Uncertainty Bias and How to Cope (Part 1)

 

Uncertainty - Image with the words uncertainty ahead written on a road sign

 

Uncertainty Bias and How to Cope (Part 1)

 

I think that when we know that we actually do live in uncertainty, then we ought to admit it; it is of great value to realize that we do not know the answers to different questions. This attitude of mind - this attitude of uncertainty - is vital to the scientist, and it is this attitude of mind which the student must first acquire.

-- Richard P. Feynman, physicist

What is psychological uncertainty?

Uncertainty is the inability to make sense of, assign value to, or predict the outcomes of events (Charles Berger, about Uncertainty Reduction Theory).  Uncertainty takes away assurance, confidence, optimism, timely decision-making, and faith in the future.  It reduces ability to invest in a future that can’t be determined, well defined, or trusted.
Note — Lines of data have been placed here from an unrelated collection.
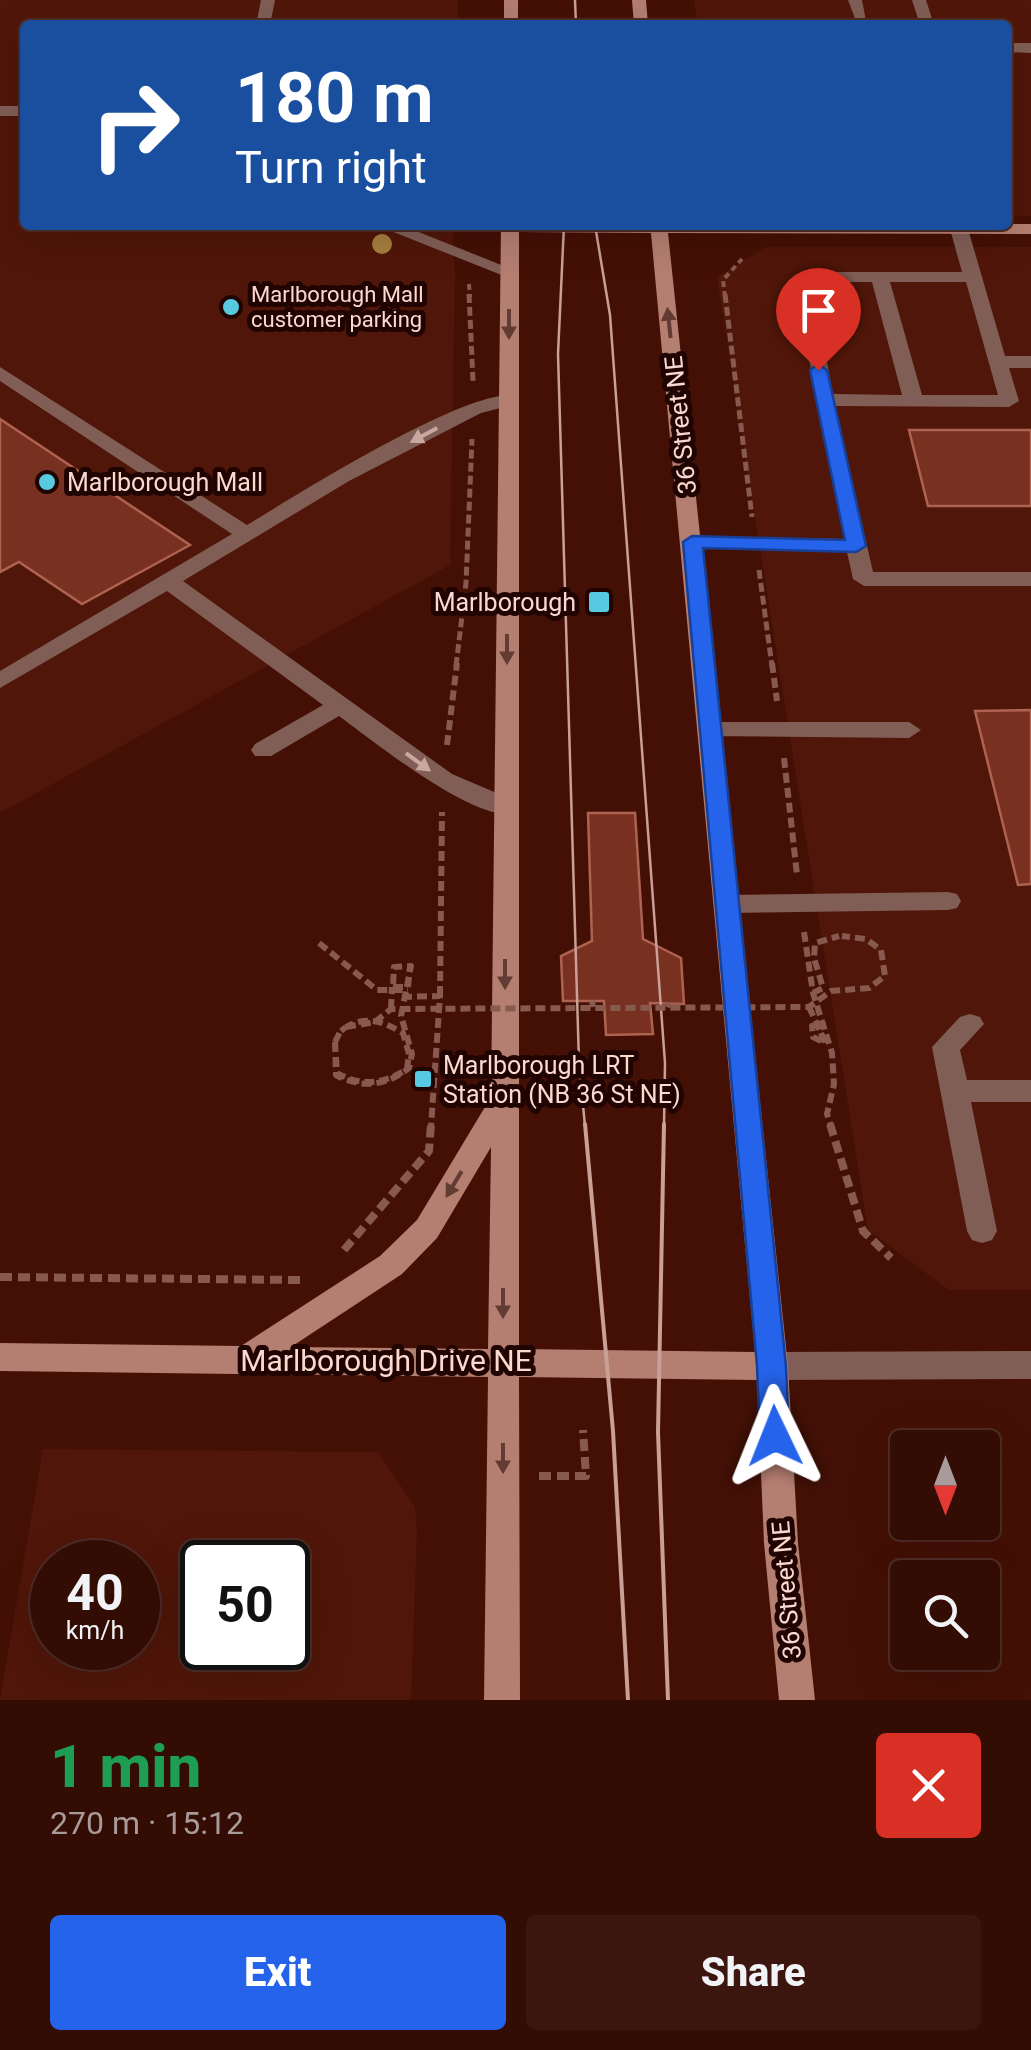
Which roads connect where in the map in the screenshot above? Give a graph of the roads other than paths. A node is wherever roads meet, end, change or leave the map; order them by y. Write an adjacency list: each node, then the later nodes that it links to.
1 (855, 0): 2 (street)
2 (862, 18)
3 (398, 230): 7 (street)
4 (506, 230): 7 (main road)
5 (659, 230): 17 (main road, 36 Street NE, one-way to 5)
6 (959, 230): 9 (street)
7 (510, 272): 13 (main road, one-way to 13)
8 (880, 276): 9 (street); 14 (street); 15 (street)
9 (972, 276): 10 (street)
10 (998, 362): 11 (street); 15 (street)
11 (1031, 362)
12 (0, 373): 16 (street)
13 (509, 400): 16 (street, one-way to 16); 26 (main road, one-way to 26)
14 (824, 400): 15 (street); 18 (street)
15 (914, 401)
16 (247, 534): 20 (street)
17 (692, 542): 18 (street); 23 (main road, 36 Street NE)
18 (856, 546): 19 (street)
19 (1031, 580)
20 (170, 582): 21 (street); 22 (street)
21 (0, 681)
22 (340, 705): 25 (street); 26 (street, one-way to 26)
23 (710, 730): 24 (street); 28 (main road, 36 Street NE)
24 (910, 730)
25 (263, 750)
26 (506, 808): 32 (main road, one-way to 32)
27 (948, 901): 28 (street)
28 (727, 904): 38 (main road, 36 Street NE)
29 (970, 1024): 30 (street)
30 (955, 1091): 31 (street); 33 (street)
31 (1031, 1091)
32 (504, 1100): 35 (main road, one-way to 35); 36 (main road, one-way to 36)
33 (982, 1231)
34 (0, 1357): 35 (main road, Marlborough Drive NE)
35 (243, 1361): 36 (main road, Marlborough Drive NE)
36 (503, 1361): 38 (main road, Marlborough Drive NE); 39 (main road, one-way to 39)
37 (1031, 1365): 38 (street)
38 (772, 1366): 40 (main road, 36 Street NE)
39 (502, 1700)
40 (797, 1700)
Berger’s work centers around mitigating these effects in order to allow a stable functioning life without chronic anxiety as the emotional theme. 
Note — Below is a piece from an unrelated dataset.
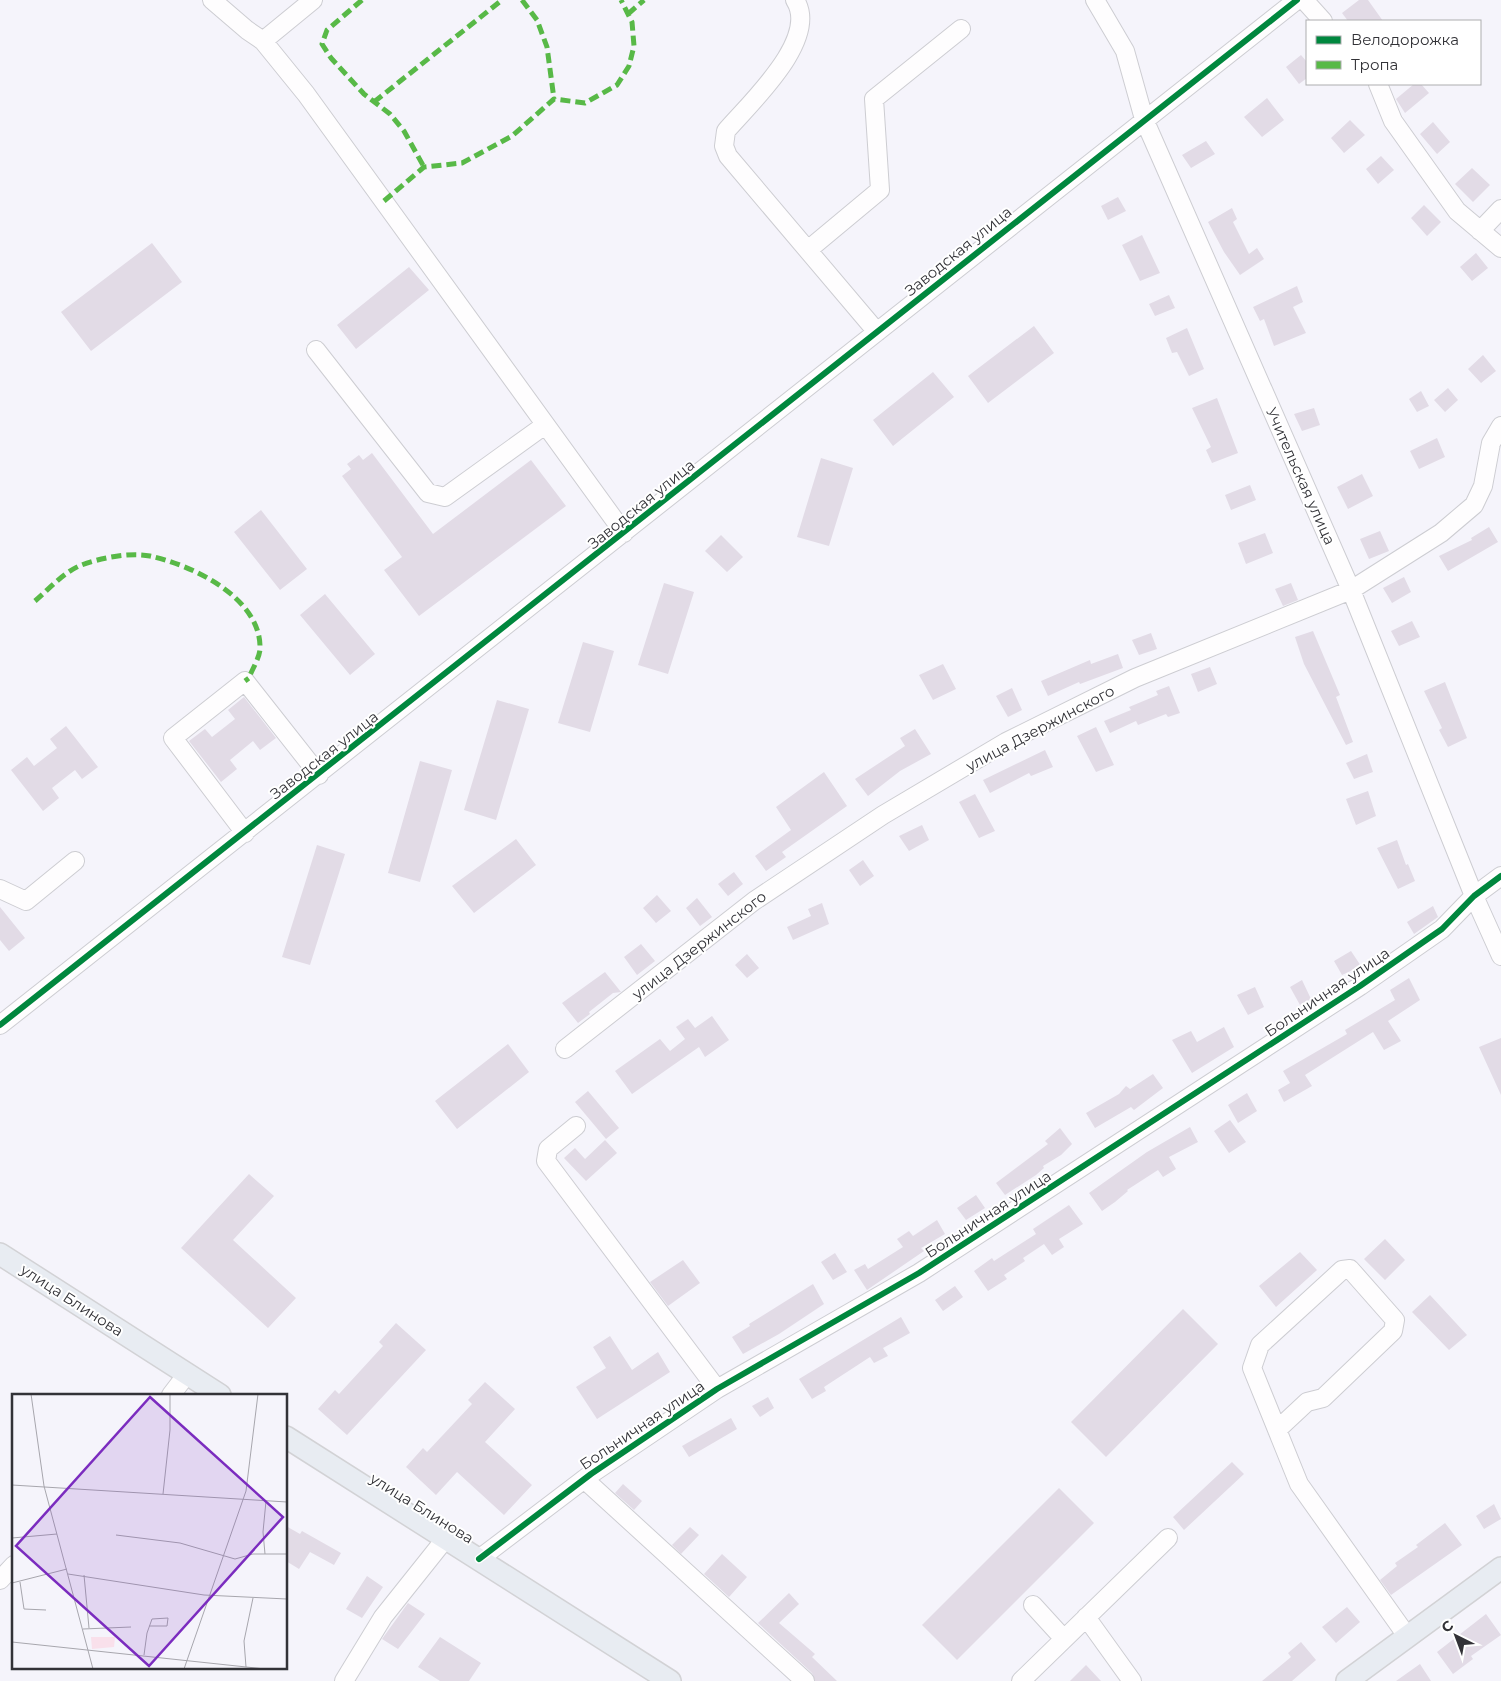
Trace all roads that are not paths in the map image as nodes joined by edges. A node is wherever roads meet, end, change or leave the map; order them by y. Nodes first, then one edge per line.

All self-management is an effort to prevent or stem uncertain outcomes, as all planning is intended to make life less uncertain.  Most of our time is spent anticipating, mitigating, managing, fearing, and combating our collective bias against being unable to predict the future. 

The late Dale E. Brashers, who developed Uncertainty Management Theory (2001) describes how uncertainty exists ”When details of situations are ambiguous, complex, unpredictable, or probabilistic; when information is unavailable or inconsistent; and when people feel insecure in their own state of knowledge or state of knowledge in general” Still, Brashers’ work took the theme that this condition is still manageable, using a “management by objective” approach to customize behaviors like avoidance, adapting, and support-seeking to individual needs – especially in the arena of uncertain health outcomes and their psychological dynamics.

Chronic anxiety disorders are the most common mental illness in the US today, affecting over 40 million adults, and more women than men.  The largest growth cohort is now the 15% of 18–25-year-olds, which doubled during the pandemic and is considered a public health crisis that must be addressed as such.  Cultural commentator David Brooks describes anxiety as “an unfocused form of fear,” manifested by worry and stress, anticipation of fearful events and situations that will prove beyond one’s coping ability.  The worldview stretches out into a future that is uncertain, unpredictable, unsure, insecure, and scary. 

The racing rate of change in events, understandings, and social relationships has increased the sensation of uncertainty in the past decades, creating a steady state of anxiety shared across generations, the age averaging younger by the year. For the cohort 21 to 60 years, work is an especially stressed environment, in competitive industries in particular, since employees spend the main part of their life as colleagues—even more time than is spent with friends and family.

There is survival value, however, in concern about potential problems—we have an inbuilt alarm system, fueled by an anxious imagination, that does prevent harm by making us naturally cautious about situations and decisions.  In short-term bursts, this mind-set protects us by making us vigilant.  But for many individuals, the price is an ongoing state of dread that saps our energy, growth, and ability to carry on in a sane and safe mode of operation.  The sad joke is that the overanxious woman tells her friends that her constant worrying actually prevents bad outcomes from happening.  “Worrying works!  More than 90% of the things I worry about never happen.”  And as a commentor on that claim could say, “Try telling my brain that!”

Certainty is an uncertain thing, but humans definitely need it.  We rely on our sense of certainty in every area: from global affairs to our relationships to our abilities to take on entirely new ways of thinking, or, with luck, and beat the house in Las Vegas.  Overconfidence in what we think we can be sure of is the core thinking and intuition bias, the one that drives all others.  We are so fixed on it that we risk making all sorts of errors in the name of the security of feeling sure.  We need a sense of certainty to make decisions – thousands of them in a month, major to minor.  Never mind that many will be unsuitable, unsafe, unsuccessful; we can always justify our thinking in hindsight.   It has even been shown that people prefer to receive bad news over no news because even unwelcome news can give the security of knowing where we stand, thus reducing anxiety.  Doomscrolling, the act of consuming negative news continuously, is an example of dopamine-seeking by confronting disturbing information. 

The problem is that we don’t just occasionally procrastinate, lash out, feel the loss of self-esteem, and realize we’re under too much control of the amygdala, the stress response center.  Rather than reset the brain once a direct threat has subsided, uncertainty anxiety becomes a chronic state, making the prefrontal cortex’s job, that of our higher brain function, more difficult.  Coping is compromised when so much energy and attention is pulled down to the more basic levels that deal with fear, focused on fear of an unknowable future state.  This endemic stress response is always “on,” and this mood is infectious, spreading through groups who begin to react anxiously to a wide radius of perceived threats with negative thinking, conflict acting, and toxic relating (see the latest gun news).  Very soon this begins to look like broad-based burnout, seen first in the workplace and home office where the best part of our time is spent.